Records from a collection
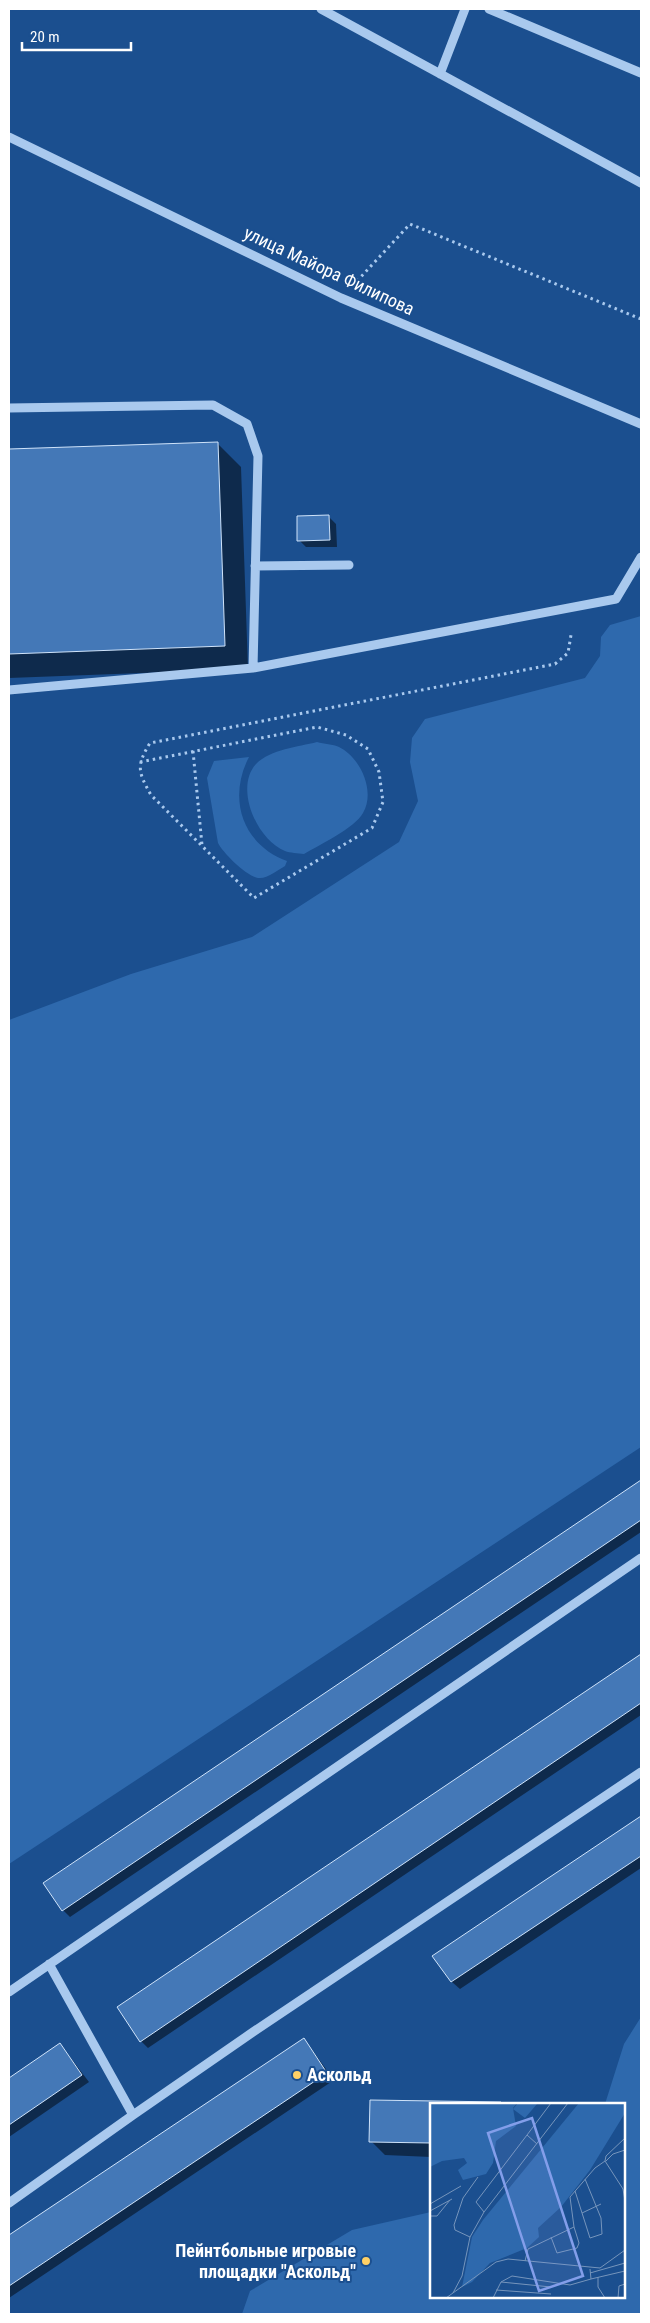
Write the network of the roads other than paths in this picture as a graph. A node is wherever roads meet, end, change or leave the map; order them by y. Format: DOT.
graph roads {
  1 [pos="321,9"];
  2 [pos="466,9"];
  3 [pos="489,9"];
  4 [pos="641,73"];
  5 [pos="440,74"];
  6 [pos="9,137"];
  7 [pos="641,183"];
  8 [pos="9,408"];
  9 [pos="641,424"];
  10 [pos="641,557"];
  11 [pos="349,565"];
  12 [pos="255,566"];
  13 [pos="253,668"];
  14 [pos="9,690"];
  15 [pos="641,1558"];
  16 [pos="641,1772"];
  17 [pos="49,1964"];
  18 [pos="9,1992"];
  19 [pos="133,2115"];
  20 [pos="9,2203"];
  1 -- 5 [label="street"];
  2 -- 5 [label="street"];
  3 -- 4 [label="street"];
  5 -- 7 [label="street"];
  6 -- 9 [label="street, улица Майора Филипова"];
  8 -- 12 [label="street"];
  10 -- 13 [label="street"];
  11 -- 12 [label="street"];
  12 -- 13 [label="street"];
  13 -- 14 [label="street"];
  15 -- 17 [label="street"];
  16 -- 19 [label="street"];
  17 -- 18 [label="street"];
  17 -- 19 [label="street"];
  19 -- 20 [label="street"];
}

**Task to complete**. In repeating the lines above, keep the wording exact and leave every picture out.

**Answer space**.
Write the network of the roads other than paths in this picture as a graph. A node is wherever roads meet, end, change or leave the map; order them by y. Format: DOT.
graph roads {
  1 [pos="321,9"];
  2 [pos="466,9"];
  3 [pos="489,9"];
  4 [pos="641,73"];
  5 [pos="440,74"];
  6 [pos="9,137"];
  7 [pos="641,183"];
  8 [pos="9,408"];
  9 [pos="641,424"];
  10 [pos="641,557"];
  11 [pos="349,565"];
  12 [pos="255,566"];
  13 [pos="253,668"];
  14 [pos="9,690"];
  15 [pos="641,1558"];
  16 [pos="641,1772"];
  17 [pos="49,1964"];
  18 [pos="9,1992"];
  19 [pos="133,2115"];
  20 [pos="9,2203"];
  1 -- 5 [label="street"];
  2 -- 5 [label="street"];
  3 -- 4 [label="street"];
  5 -- 7 [label="street"];
  6 -- 9 [label="street, улица Майора Филипова"];
  8 -- 12 [label="street"];
  10 -- 13 [label="street"];
  11 -- 12 [label="street"];
  12 -- 13 [label="street"];
  13 -- 14 [label="street"];
  15 -- 17 [label="street"];
  16 -- 19 [label="street"];
  17 -- 18 [label="street"];
  17 -- 19 [label="street"];
  19 -- 20 [label="street"];
}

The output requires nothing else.